(The input):
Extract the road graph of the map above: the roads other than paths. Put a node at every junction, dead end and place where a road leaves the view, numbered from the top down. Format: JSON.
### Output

---

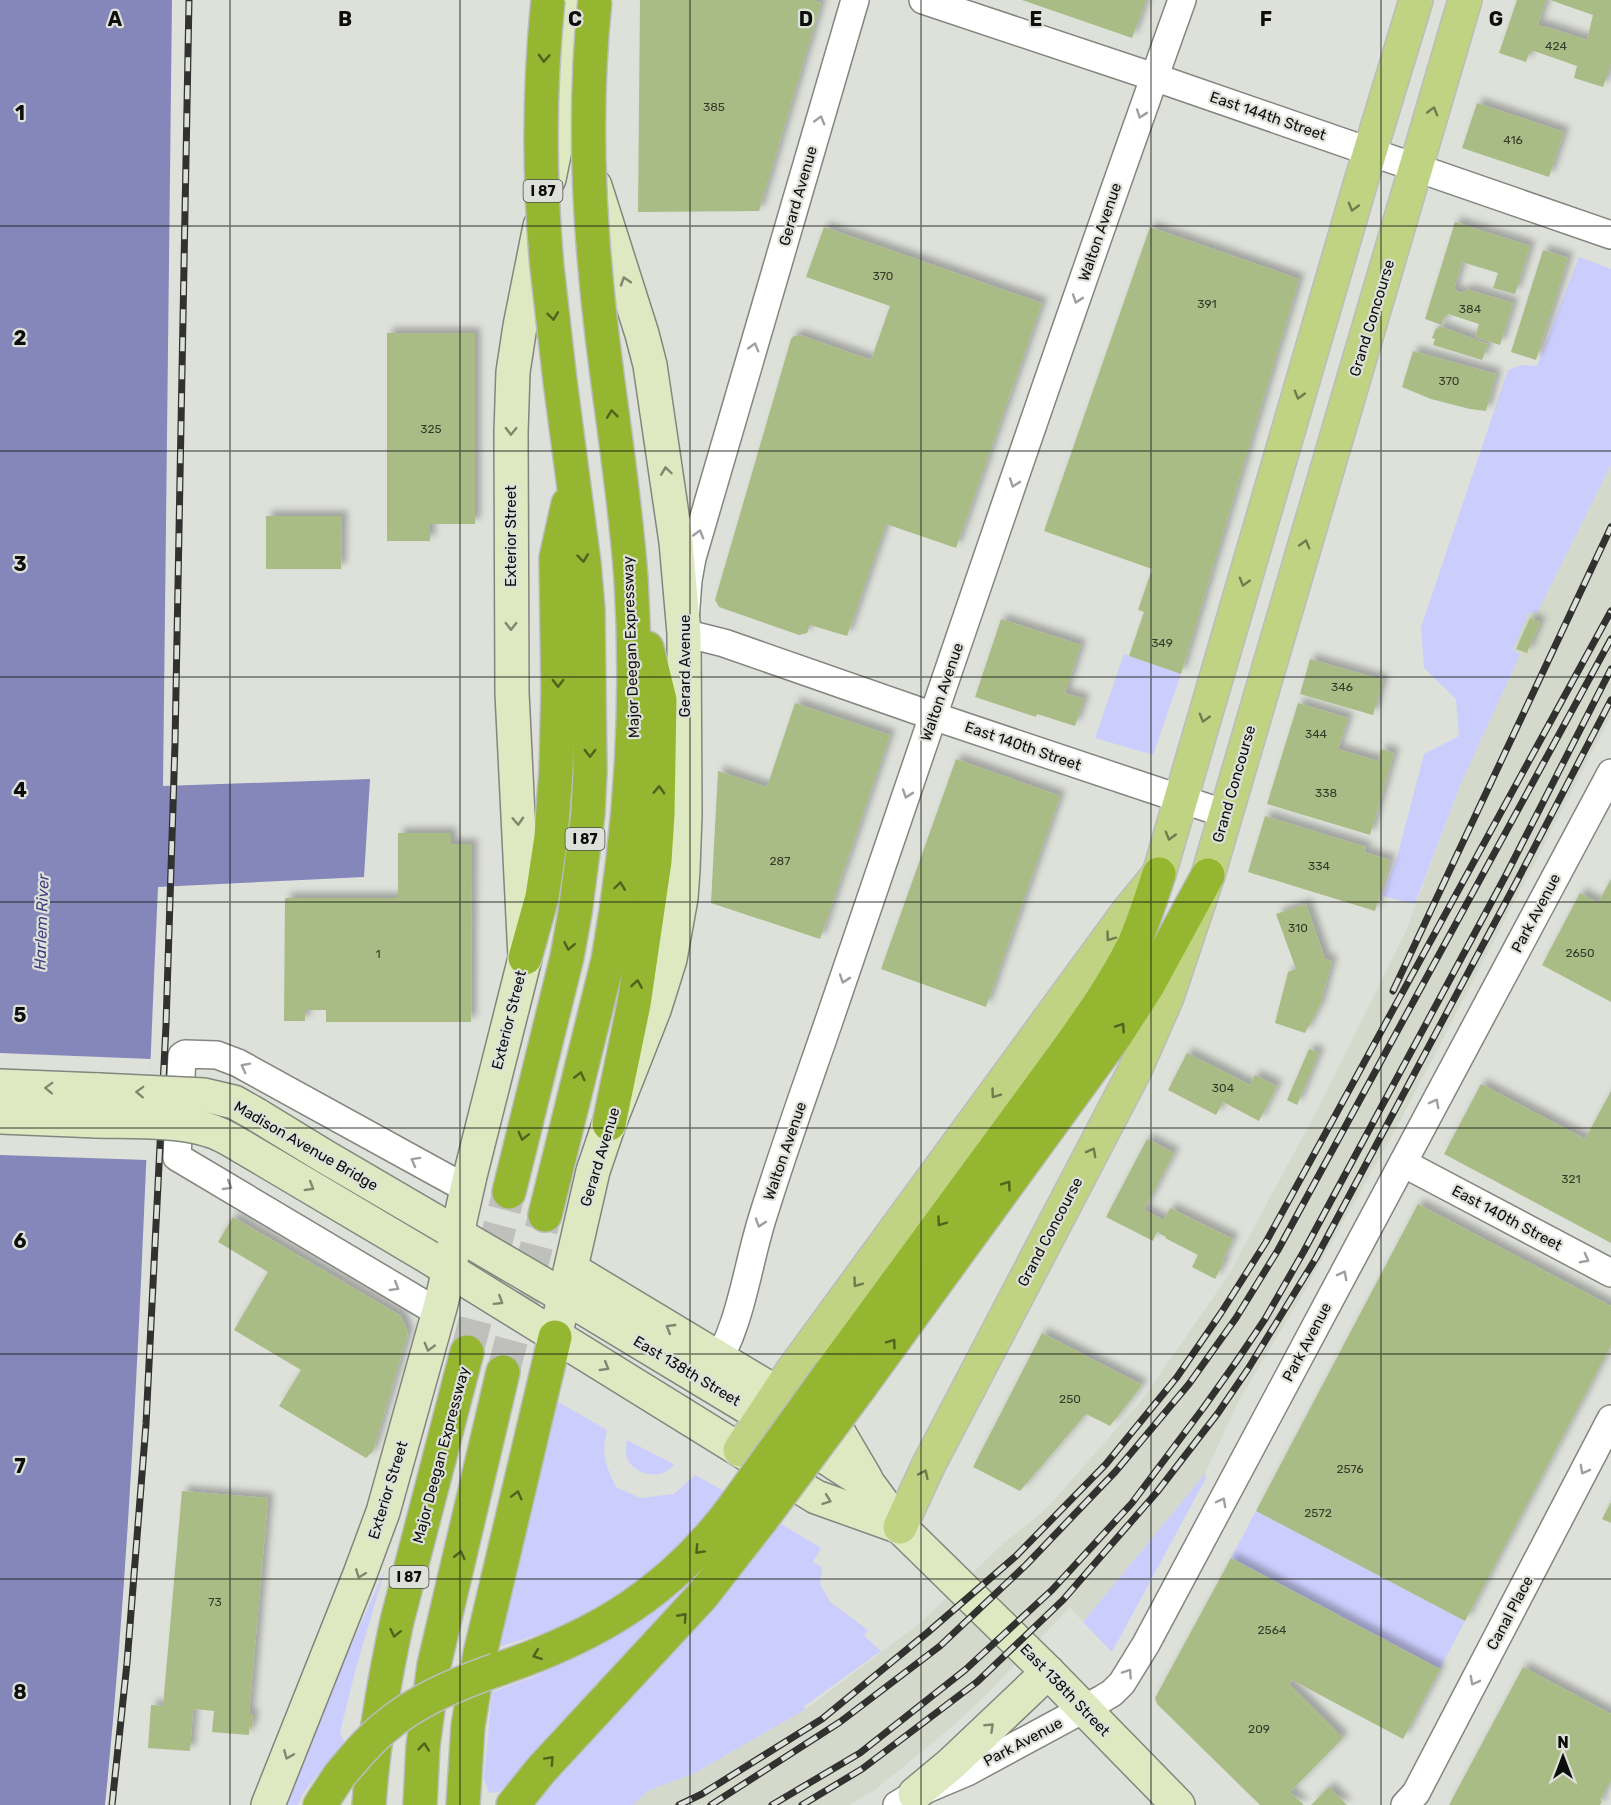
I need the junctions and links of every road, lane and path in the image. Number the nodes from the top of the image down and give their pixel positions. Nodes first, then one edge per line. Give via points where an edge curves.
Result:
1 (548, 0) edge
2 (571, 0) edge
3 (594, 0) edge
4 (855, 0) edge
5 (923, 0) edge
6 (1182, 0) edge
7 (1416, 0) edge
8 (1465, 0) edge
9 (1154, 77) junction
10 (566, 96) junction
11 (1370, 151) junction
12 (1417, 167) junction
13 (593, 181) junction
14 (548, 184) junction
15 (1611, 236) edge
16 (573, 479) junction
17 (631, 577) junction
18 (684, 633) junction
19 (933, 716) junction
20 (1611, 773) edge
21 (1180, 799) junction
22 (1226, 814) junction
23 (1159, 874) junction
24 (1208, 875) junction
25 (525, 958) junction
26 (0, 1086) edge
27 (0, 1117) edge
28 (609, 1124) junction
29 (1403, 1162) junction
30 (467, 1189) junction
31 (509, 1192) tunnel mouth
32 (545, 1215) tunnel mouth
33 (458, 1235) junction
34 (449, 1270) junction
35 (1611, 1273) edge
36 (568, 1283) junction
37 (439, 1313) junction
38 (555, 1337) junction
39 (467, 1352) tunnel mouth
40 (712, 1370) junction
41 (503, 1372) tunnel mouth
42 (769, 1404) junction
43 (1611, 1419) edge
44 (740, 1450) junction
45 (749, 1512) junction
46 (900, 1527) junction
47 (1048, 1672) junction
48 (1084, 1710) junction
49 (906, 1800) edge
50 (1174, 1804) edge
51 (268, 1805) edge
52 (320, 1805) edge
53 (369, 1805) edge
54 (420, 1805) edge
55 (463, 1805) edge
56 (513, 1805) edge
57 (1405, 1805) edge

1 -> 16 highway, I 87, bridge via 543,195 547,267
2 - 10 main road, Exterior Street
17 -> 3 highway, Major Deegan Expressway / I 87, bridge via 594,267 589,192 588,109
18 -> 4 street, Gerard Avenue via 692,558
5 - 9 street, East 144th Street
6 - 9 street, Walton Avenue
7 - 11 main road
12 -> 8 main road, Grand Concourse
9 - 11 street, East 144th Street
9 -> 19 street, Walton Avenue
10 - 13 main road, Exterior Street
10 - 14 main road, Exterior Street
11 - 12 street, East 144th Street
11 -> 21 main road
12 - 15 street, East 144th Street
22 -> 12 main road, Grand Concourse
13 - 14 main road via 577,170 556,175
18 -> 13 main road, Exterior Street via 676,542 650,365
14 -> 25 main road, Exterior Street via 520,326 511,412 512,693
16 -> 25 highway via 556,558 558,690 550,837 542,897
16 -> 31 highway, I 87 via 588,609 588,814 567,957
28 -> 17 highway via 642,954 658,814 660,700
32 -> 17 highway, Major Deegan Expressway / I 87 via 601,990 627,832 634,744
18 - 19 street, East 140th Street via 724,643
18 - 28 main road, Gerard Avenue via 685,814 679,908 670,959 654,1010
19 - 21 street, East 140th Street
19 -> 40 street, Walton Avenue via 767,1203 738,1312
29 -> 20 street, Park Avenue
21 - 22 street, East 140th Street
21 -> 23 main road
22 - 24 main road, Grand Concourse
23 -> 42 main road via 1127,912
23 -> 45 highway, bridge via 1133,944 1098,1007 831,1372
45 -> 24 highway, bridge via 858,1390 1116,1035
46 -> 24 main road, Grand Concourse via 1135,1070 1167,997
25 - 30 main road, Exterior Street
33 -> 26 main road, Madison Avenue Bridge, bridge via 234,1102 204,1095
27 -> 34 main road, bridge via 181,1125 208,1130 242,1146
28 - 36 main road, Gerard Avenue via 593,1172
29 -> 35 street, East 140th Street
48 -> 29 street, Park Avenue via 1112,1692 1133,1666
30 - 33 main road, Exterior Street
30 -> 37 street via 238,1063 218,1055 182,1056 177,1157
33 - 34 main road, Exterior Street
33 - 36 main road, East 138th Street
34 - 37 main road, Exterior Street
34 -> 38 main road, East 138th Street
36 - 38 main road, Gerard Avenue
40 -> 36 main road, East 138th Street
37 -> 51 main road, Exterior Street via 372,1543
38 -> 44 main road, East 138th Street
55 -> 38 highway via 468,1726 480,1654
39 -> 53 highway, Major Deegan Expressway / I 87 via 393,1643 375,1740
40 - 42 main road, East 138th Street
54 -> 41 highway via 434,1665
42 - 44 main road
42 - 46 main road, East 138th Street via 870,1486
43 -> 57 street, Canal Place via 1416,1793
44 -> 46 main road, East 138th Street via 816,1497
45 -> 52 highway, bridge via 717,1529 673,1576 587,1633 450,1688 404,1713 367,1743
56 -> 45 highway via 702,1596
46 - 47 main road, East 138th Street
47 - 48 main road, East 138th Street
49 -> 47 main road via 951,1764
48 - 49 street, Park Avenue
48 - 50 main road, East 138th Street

(What you need to do): Among the lines above, return those that contain the string "where".

(Written answer):
Extract the road graph of the map above: the roads other than paths. Put a node at every junction, dead end and place where a road leaves the view, numbered from the top down. Format: JSON.
I need the junctions and links of every road, lane and path in the image. Number the nodes from the top of the image down and give their pixel positions. Nodes first, then one edge per line. Give via points where an edge curves.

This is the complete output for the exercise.